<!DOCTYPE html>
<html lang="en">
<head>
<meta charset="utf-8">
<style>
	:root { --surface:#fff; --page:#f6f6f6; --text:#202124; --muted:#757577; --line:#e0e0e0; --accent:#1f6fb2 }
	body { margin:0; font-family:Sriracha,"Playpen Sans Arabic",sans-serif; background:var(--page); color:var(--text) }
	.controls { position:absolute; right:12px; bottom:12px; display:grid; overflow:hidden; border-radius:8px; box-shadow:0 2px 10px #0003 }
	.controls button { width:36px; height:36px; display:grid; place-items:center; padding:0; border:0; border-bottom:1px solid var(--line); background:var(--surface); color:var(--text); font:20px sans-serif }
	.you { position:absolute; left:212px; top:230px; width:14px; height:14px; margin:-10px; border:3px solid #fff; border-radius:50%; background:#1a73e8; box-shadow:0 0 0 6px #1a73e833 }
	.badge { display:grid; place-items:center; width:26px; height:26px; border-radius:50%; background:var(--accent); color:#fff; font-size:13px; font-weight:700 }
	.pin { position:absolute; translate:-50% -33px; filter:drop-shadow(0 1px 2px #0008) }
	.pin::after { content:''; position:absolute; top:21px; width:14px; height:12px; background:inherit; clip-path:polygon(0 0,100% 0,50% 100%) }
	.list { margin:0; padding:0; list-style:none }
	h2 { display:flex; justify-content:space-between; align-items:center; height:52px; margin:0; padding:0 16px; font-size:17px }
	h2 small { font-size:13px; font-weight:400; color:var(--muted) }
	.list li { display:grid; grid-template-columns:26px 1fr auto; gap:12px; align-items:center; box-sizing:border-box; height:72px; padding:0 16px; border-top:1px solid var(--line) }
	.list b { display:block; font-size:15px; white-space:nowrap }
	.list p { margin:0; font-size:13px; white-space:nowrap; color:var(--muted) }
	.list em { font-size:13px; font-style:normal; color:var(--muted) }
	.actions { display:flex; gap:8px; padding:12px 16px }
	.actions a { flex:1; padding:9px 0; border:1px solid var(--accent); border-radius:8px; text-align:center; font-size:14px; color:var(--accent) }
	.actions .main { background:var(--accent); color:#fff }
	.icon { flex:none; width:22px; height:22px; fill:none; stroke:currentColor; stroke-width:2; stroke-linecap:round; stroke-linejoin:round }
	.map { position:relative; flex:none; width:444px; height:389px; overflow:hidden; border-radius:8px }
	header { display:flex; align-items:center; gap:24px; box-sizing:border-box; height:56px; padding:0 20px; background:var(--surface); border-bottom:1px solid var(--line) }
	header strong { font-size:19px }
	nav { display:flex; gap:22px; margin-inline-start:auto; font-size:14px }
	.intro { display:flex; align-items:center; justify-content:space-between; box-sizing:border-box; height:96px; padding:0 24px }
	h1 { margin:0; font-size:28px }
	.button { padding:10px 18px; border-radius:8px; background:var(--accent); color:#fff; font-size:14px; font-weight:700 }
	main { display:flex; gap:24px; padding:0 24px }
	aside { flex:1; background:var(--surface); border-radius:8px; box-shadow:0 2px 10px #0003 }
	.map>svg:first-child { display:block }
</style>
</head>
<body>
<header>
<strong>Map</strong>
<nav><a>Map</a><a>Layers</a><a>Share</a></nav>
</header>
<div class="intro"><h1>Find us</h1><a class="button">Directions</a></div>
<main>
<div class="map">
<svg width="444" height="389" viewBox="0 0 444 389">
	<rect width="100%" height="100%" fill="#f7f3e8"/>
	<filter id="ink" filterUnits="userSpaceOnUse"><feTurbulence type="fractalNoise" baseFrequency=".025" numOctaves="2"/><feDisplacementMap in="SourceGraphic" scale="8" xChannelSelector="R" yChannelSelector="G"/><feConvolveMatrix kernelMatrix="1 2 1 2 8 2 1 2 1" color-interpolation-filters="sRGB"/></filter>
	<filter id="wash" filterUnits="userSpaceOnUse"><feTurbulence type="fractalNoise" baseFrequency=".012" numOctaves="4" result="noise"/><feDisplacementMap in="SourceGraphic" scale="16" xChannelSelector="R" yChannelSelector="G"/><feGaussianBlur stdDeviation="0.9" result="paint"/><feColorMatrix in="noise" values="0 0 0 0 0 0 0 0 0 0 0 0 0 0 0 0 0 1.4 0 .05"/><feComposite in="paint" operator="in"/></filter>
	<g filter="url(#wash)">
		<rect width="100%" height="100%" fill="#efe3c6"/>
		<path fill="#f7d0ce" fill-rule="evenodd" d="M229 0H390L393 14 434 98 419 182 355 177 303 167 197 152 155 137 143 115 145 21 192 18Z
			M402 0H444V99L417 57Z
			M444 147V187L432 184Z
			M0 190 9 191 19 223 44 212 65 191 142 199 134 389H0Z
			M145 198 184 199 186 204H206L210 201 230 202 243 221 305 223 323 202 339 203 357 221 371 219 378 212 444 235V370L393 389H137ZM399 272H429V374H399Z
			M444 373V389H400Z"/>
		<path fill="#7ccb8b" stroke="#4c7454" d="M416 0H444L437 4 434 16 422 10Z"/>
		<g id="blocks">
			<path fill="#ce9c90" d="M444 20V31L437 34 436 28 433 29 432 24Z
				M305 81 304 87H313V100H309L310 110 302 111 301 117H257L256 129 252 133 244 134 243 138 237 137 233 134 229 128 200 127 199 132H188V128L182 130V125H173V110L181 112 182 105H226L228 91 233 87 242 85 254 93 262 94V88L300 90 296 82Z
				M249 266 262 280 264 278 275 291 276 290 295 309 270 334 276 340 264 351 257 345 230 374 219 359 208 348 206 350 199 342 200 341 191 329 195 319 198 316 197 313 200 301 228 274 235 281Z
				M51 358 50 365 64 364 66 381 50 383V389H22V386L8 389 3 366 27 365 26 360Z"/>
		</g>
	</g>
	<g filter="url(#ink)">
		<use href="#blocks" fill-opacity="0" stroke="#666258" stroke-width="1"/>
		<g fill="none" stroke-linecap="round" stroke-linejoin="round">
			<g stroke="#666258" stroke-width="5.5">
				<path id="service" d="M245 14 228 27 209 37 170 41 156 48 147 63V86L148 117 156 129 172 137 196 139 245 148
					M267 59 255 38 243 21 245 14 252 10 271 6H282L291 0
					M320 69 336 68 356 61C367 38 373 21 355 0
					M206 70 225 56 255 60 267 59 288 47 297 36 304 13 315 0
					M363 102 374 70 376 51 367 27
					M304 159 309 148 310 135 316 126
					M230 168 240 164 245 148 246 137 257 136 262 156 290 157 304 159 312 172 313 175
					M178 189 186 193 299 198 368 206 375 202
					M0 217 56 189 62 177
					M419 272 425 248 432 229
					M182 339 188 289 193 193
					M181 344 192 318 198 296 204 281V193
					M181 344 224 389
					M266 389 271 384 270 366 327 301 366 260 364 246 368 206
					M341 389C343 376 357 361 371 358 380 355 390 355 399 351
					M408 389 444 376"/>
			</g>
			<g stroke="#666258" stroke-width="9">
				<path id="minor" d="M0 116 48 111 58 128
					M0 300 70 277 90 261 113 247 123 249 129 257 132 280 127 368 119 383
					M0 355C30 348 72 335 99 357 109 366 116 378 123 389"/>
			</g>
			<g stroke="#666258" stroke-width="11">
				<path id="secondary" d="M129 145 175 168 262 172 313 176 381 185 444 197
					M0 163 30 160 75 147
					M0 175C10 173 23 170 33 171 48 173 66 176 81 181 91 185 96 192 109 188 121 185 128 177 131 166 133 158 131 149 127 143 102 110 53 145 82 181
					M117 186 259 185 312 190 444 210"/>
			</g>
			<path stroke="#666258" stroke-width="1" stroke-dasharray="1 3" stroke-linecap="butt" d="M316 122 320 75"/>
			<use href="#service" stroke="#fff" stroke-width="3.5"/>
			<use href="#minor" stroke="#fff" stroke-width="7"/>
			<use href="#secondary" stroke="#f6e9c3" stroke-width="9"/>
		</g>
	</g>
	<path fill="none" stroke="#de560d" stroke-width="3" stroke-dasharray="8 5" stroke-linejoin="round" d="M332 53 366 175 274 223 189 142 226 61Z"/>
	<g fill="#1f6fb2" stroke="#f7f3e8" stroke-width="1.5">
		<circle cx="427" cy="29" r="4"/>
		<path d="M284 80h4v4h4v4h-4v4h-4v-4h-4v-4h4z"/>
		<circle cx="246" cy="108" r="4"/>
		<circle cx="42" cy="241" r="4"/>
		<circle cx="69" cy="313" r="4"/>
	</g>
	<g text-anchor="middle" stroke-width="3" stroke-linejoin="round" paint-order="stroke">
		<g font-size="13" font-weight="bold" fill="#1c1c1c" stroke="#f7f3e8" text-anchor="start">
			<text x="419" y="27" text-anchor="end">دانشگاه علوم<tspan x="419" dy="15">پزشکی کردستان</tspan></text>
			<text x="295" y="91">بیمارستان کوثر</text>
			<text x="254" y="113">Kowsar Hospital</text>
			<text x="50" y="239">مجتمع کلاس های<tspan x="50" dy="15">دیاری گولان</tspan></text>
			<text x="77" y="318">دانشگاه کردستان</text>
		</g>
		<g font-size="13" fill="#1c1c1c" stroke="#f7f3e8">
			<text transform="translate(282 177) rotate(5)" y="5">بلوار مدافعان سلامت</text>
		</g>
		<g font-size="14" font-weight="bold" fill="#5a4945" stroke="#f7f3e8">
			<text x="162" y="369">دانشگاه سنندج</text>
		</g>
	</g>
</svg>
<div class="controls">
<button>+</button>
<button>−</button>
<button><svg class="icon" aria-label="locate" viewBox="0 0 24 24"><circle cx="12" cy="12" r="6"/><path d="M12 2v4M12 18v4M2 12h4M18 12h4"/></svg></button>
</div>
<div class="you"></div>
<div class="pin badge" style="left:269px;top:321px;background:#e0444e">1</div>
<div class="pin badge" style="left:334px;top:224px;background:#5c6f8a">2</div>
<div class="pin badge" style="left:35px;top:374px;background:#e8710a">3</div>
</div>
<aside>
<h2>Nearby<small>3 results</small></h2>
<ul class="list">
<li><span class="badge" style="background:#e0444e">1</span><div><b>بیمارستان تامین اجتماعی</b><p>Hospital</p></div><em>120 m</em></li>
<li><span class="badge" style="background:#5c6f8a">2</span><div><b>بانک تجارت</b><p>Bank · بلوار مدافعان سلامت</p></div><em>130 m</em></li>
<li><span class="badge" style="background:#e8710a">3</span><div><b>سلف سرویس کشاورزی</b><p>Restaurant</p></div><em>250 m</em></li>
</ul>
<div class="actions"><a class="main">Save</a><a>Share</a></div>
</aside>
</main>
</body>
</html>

——

_WHAT YOU WILL DO_
Going through the entries, return every line holding the word "nowrap".

_RESPONSE TO THIS EXERCISE_
	.list b { display:block; font-size:15px; white-space:nowrap }
	.list p { margin:0; font-size:13px; white-space:nowrap; color:var(--muted) }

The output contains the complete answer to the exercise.